A few taps on the high-hat and the Oscar stage becomes a Southern street corner. A torn chain-link fence reveals a beat-up garbage can and a pile of old tires. Wooden pallets lean against a brick wall. A kid with a basketball rides by on a bike. Behind him is the makeshift studio where the film's main character, played by best actor nominee Terrence Howard, rapped his dreams into song.
Only now, the studio, with its ratty chairs and ripped vinyl sofa, is filled with Houston, Paul "DJ Paul" Bauregard, Darnell "Crunchy Black" Carlton and Cedric "Frayser Boy" Coleman. "Hustle" actress Taraji P. Henson, who sang in the film, is there too, reprising her role on the song's memorable hook.
Except it took a few tries for her to get it right.

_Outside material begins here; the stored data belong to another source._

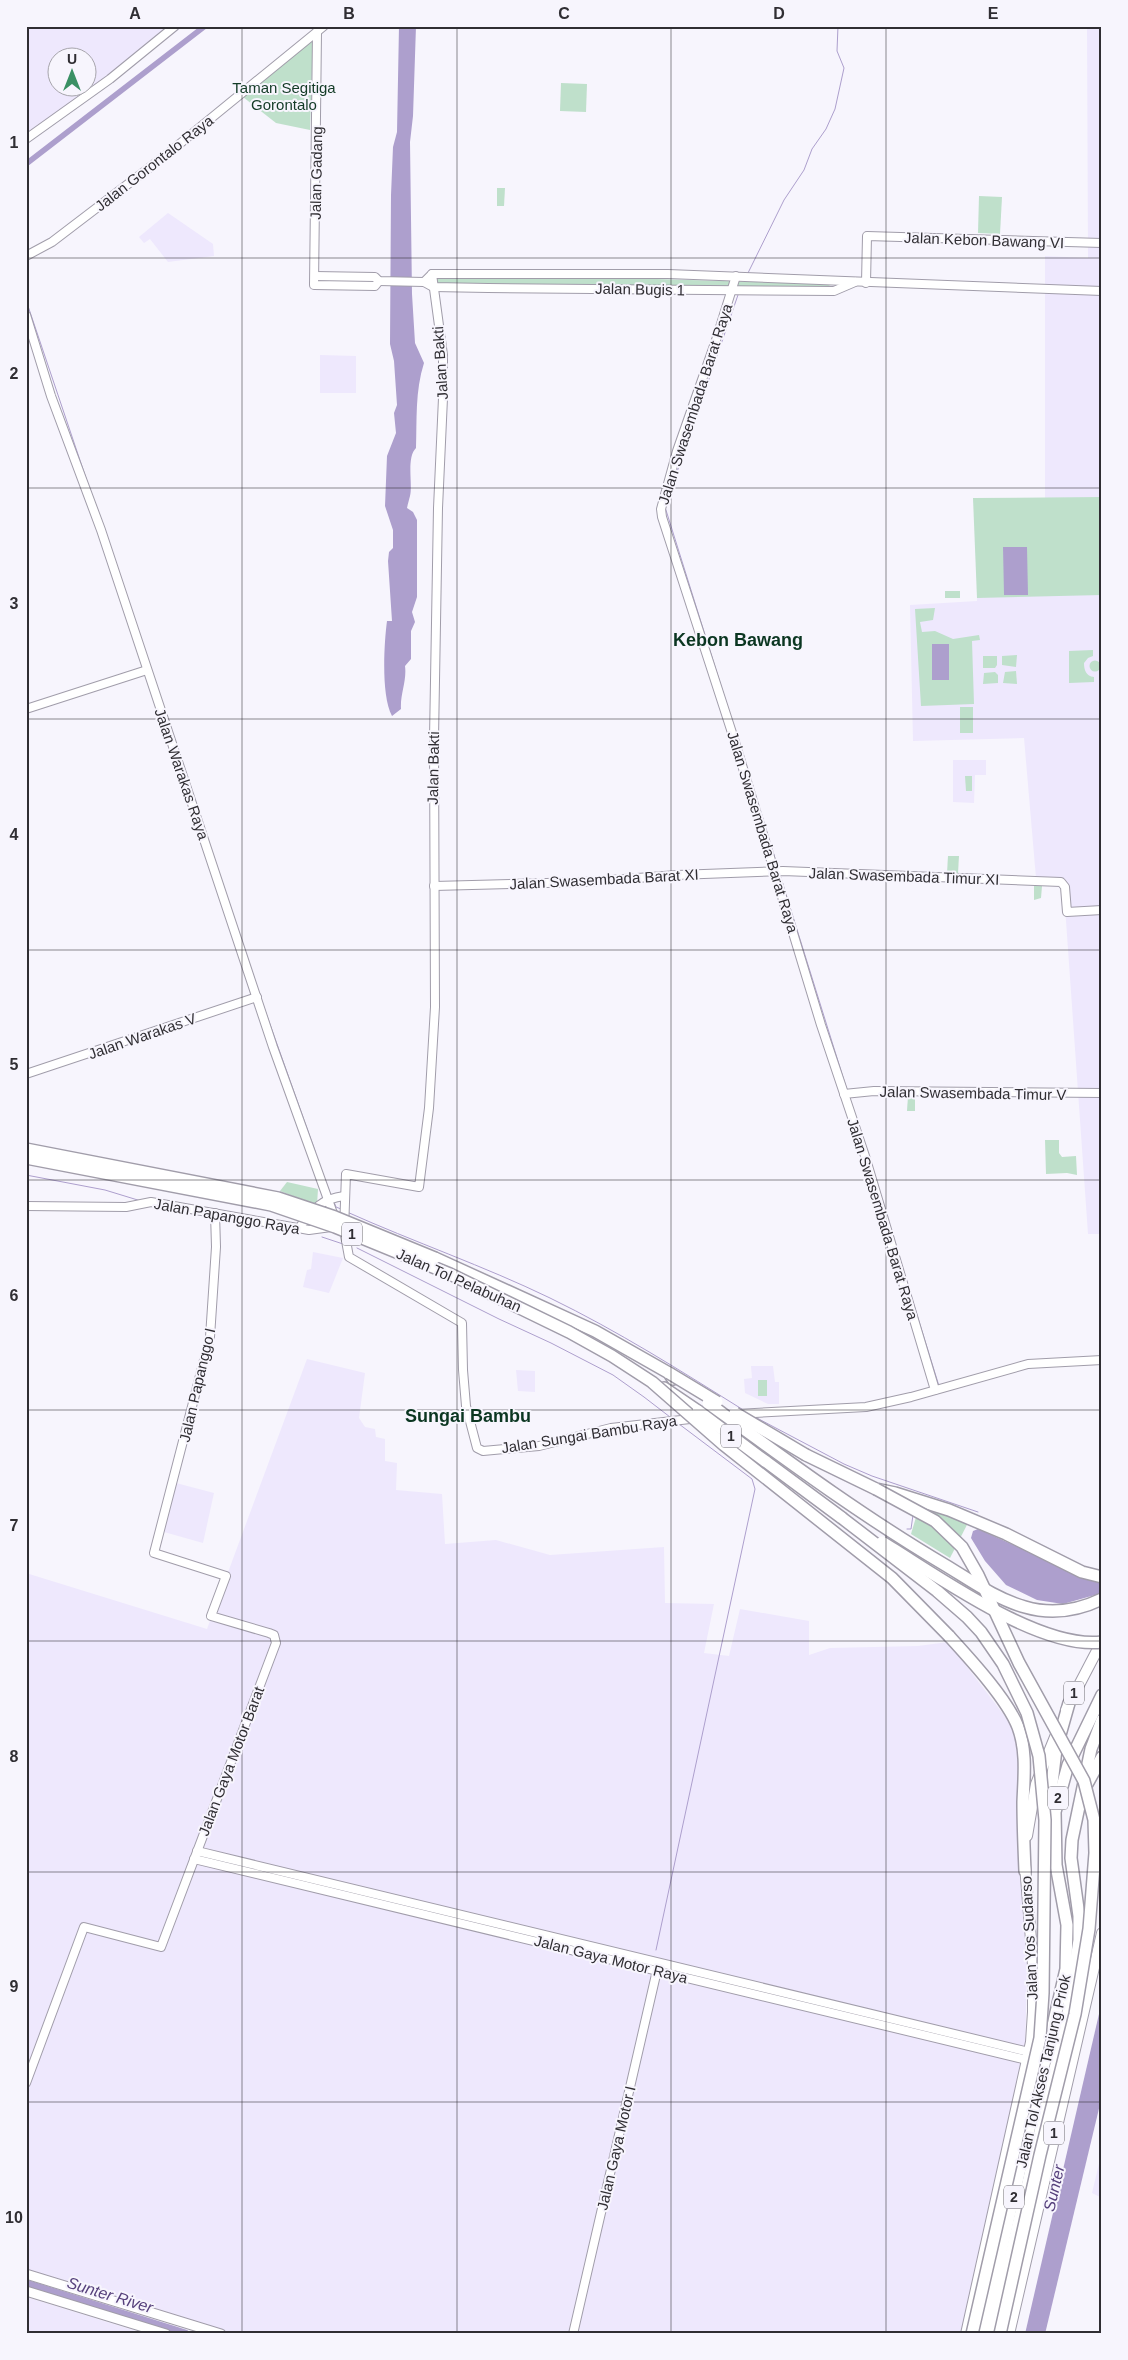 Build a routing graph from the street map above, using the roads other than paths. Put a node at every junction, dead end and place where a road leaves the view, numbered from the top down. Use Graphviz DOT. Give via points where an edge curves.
graph roads {
  1 [pos="175,26"];
  2 [pos="324,26"];
  3 [pos="317,32"];
  4 [pos="26,140"];
  5 [pos="1102,243"];
  6 [pos="26,256"];
  7 [pos="432,274"];
  8 [pos="576,274"];
  9 [pos="647,275"];
  10 [pos="315,276"];
  11 [pos="738,277"];
  12 [pos="834,280"];
  13 [pos="381,281"];
  14 [pos="424,282"];
  15 [pos="855,282"];
  16 [pos="866,283"];
  17 [pos="314,285"];
  18 [pos="433,287"];
  19 [pos="568,288"];
  20 [pos="649,290"];
  21 [pos="733,290"];
  22 [pos="831,291"];
  23 [pos="1102,291"];
  24 [pos="26,315"];
  25 [pos="147,670"];
  26 [pos="26,709"];
  27 [pos="778,871"];
  28 [pos="434,886"];
  29 [pos="1102,910"];
  30 [pos="257,997"];
  31 [pos="26,1074"];
  32 [pos="1102,1093"];
  33 [pos="847,1094"];
  34 [pos="26,1149"];
  35 [pos="26,1158"];
  36 [pos="333,1201"];
  37 [pos="26,1206"];
  38 [pos="215,1213"];
  39 [pos="340,1227"];
  40 [pos="299,1228"];
  41 [pos="1102,1360"];
  42 [pos="669,1373"];
  43 [pos="652,1382"];
  44 [pos="938,1389"];
  45 [pos="876,1490"];
  46 [pos="842,1518"];
  47 [pos="1102,1577"];
  48 [pos="1102,1599"];
  49 [pos="211,1616"];
  50 [pos="1102,1642"];
  51 [pos="1102,1696"];
  52 [pos="1069,1703"];
  53 [pos="1102,1720"];
  54 [pos="1102,1757"];
  55 [pos="1080,1797"];
  56 [pos="1054,1839"];
  57 [pos="197,1851"];
  58 [pos="194,1859"];
  59 [pos="1025,1871"];
  60 [pos="344,1891"];
  61 [pos="1102,1933"];
  62 [pos="658,1967"];
  63 [pos="1028,2056"];
  64 [pos="1052,2061"];
  65 [pos="26,2083"];
  66 [pos="26,2274"];
  67 [pos="26,2291"];
  68 [pos="166,2334"];
  69 [pos="221,2334"];
  70 [pos="572,2334"];
  71 [pos="966,2334"];
  72 [pos="972,2334"];
  73 [pos="982,2334"];
  74 [pos="992,2334"];
  75 [pos="1000,2334"];
  76 [pos="1009,2334"];
  1 -- 4 [label="street" via="110,79"];
  2 -- 3 [label="street, Jalan Gorontalo Raya"];
  3 -- 6 [label="street, Jalan Gorontalo Raya" via="166,155 52,242"];
  3 -- 10 [label="street, Jalan Gadang"];
  5 -- 16 [label="street, Jalan Kebon Bawang VI" via="867,236"];
  7 -- 8 [label="street, Jalan Bugis 1"];
  7 -- 14 [label="street"];
  7 -- 18 [label="street, Jalan Bakti"];
  8 -- 9 [label="street, Jalan Bugis 1"];
  8 -- 19 [label="street"];
  9 -- 11 [label="street, Jalan Bugis 1"];
  9 -- 20 [label="street" via="643,285"];
  10 -- 13 [label="street, Jalan Bugis 1" via="375,277"];
  10 -- 17 [label="street, Jalan Gadang"];
  11 -- 12 [label="street, Jalan Bugis 1"];
  11 -- 21 [label="street, Jalan Swasembada Barat Raya"];
  12 -- 15 [label="street, Jalan Bugis 1"];
  12 -- 22 [label="street" via="836,287"];
  13 -- 14 [label="street, Jalan Bugis 1"];
  13 -- 17 [label="street, Jalan Bugis 1" via="375,286"];
  14 -- 18 [label="street, Jalan Bugis 1"];
  15 -- 16 [label="street, Jalan Bugis 1"];
  15 -- 22 [label="street, Jalan Bugis 1"];
  16 -- 23 [label="street, Jalan Bugis 1"];
  18 -- 19 [label="street, Jalan Bugis 1"];
  18 -- 28 [label="street, Jalan Bakti" via="444,390 435,656"];
  19 -- 20 [label="street, Jalan Bugis 1"];
  20 -- 21 [label="street, Jalan Bugis 1"];
  21 -- 22 [label="street, Jalan Bugis 1"];
  21 -- 27 [label="street, Jalan Swasembada Barat Raya" via="677,451 661,513"];
  24 -- 25 [label="street, Jalan Warakas Raya"];
  25 -- 26 [label="street"];
  25 -- 30 [label="street, Jalan Warakas Raya"];
  27 -- 28 [label="street, Jalan Swasembada Barat XI" via="584,882"];
  27 -- 29 [label="street, Jalan Swasembada Timur XI" via="1063,882 1067,912"];
  27 -- 33 [label="street, Jalan Swasembada Barat Raya"];
  28 -- 36 [label="street, Jalan Bakti" via="435,1024 420,1186 346,1174"];
  30 -- 31 [label="street, Jalan Warakas V"];
  30 -- 36 [label="street, Jalan Warakas Raya"];
  32 -- 33 [label="street, Jalan Swasembada Timur V" via="874,1091"];
  33 -- 44 [label="street, Jalan Swasembada Barat Raya"];
  34 -- 42 [label="highway, Jalan Tol Pelabuhan / 1, bridge" via="237,1189 305,1206 519,1296 595,1331"];
  35 -- 43 [label="highway, Jalan Tol Pelabuhan / 1, bridge" via="271,1205 306,1216 404,1254 505,1300 595,1346"];
  36 -- 39 [label="street, Jalan Warakas Raya"];
  36 -- 39 [label="street" via="343,1211"];
  36 -- 40 [label="street" via="316,1208"];
  37 -- 38 [label="street, Jalan Papanggo Raya" via="126,1207 147,1202"];
  38 -- 40 [label="street, Jalan Papanggo Raya"];
  38 -- 49 [label="street, Jalan Papanggo I" via="210,1337 154,1553 226,1576"];
  39 -- 40 [label="street, Jalan Papanggo Raya" via="320,1230"];
  39 -- 44 [label="street, Jalan Sungai Bambu Raya" via="349,1257 356,1263 462,1323 466,1406 478,1448 483,1450 539,1446 598,1430 674,1420 747,1412 866,1407"];
  41 -- 44 [label="street, Jalan Sungai Bambu Raya" via="1028,1364"];
  42 -- 45 [label="highway, bridge" via="794,1449"];
  42 -- 48 [label="highway, bridge" via="673,1379 886,1529 996,1595 1026,1608 1060,1612 1075,1610"];
  43 -- 46 [label="highway, Jalan Tol Pelabuhan / 1, bridge" via="698,1411"];
  43 -- 59 [label="highway, bridge" via="732,1452 892,1578 967,1656 1012,1715 1021,1737"];
  45 -- 47 [label="highway, bridge" via="949,1510 1082,1572"];
  45 -- 75 [label="highway, bridge" via="935,1521 962,1547 1016,1657 1084,1781 1094,1820 1089,1929 1078,1996"];
  46 -- 50 [label="highway, bridge" via="1026,1626 1068,1639"];
  46 -- 72 [label="highway, bridge" via="937,1590 981,1632 1018,1693 1039,1756 1045,1820 1041,2029"];
  49 -- 57 [label="street, Jalan Gaya Motor Barat" via="274,1635 276,1643"];
  50 -- 52 [label="highway, Jalan Yos Sudarso / 1"];
  51 -- 56 [label="highway, Jalan Tol Akses Tanjung Priok / 2" via="1066,1770 1055,1812"];
  52 -- 56 [label="highway" via="1058,1741 1051,1787 1049,1820"];
  52 -- 59 [label="highway, Jalan Yos Sudarso / 1" via="1036,1784 1028,1825"];
  53 -- 55 [label="highway, Jalan Tol Akses Tanjung Priok / 2"];
  54 -- 55 [label="highway"];
  55 -- 64 [label="highway, Jalan Tol Akses Tanjung Priok / 2" via="1071,1857 1079,1916 1078,1953"];
  56 -- 64 [label="highway, Jalan Tol Akses Tanjung Priok / 2" via="1068,1950"];
  57 -- 58 [label="street, Jalan Gaya Motor Barat"];
  57 -- 60 [label="street, Jalan Gaya Motor Raya"];
  58 -- 60 [label="street, Jalan Gaya Motor Raya"];
  58 -- 65 [label="street, Jalan Gaya Motor Barat" via="161,1947 84,1927"];
  59 -- 63 [label="highway, Jalan Yos Sudarso / 1" via="1034,1973 1034,2012"];
  60 -- 62 [label="street, Jalan Gaya Motor Raya"];
  61 -- 76 [label="highway, 1"];
  62 -- 63 [label="street, Jalan Gaya Motor Raya"];
  62 -- 70 [label="street, Jalan Gaya Motor I"];
  63 -- 71 [label="highway, Jalan Yos Sudarso / 1"];
  64 -- 73 [label="highway, Jalan Tol Akses Tanjung Priok / 2"];
  64 -- 74 [label="highway, Jalan Tol Akses Tanjung Priok / 2"];
  66 -- 69 [label="main road"];
  67 -- 68 [label="main road"];
}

The group had to change the song's racier lyrics into more television-friendly fare. One key phrase in the chorus was cleaned-up to become "a whole lot of witches jumping ship." When Henson let the b-word slip out during a rehearsal, her face registered the mistake.
During Sunday's show, which is broadcast "live" with a five-second delay, ABC censors will no doubt have the mute button in hand.
But there's no way to silence the provocative dance style of the Krump Kings. Working girls undulate in skintight jeans and sparkly stilettos. Two Mohawked men on hands and knees, wearing spiked collars, are led out on leashes by scantily clad ladies. The guys break free and engage in a choreographed dog fight.
Show producer Gil Cates doesn't seem worried.
"It's wonderful to have representation of a different kind of music on the show," he said during the rehearsal. "It widens the interest in the Oscars and it's very relevant for 2006."
Filmmaker John Singleton, who produced "Hustle & Flow," said bringing Three 6 Mafia to the Academy Awards helps keep the show current.
"The Oscars have always been a bellwether of what's going on in the country at the time," he said. "Whether it's Henry Mancini playing 'Moon River,' or Prince won an Oscar for his score on 'Purple Rain.' So it's kind of appropriate the song got nominated. Southern hip-hop is the hottest thing going on now in pop music."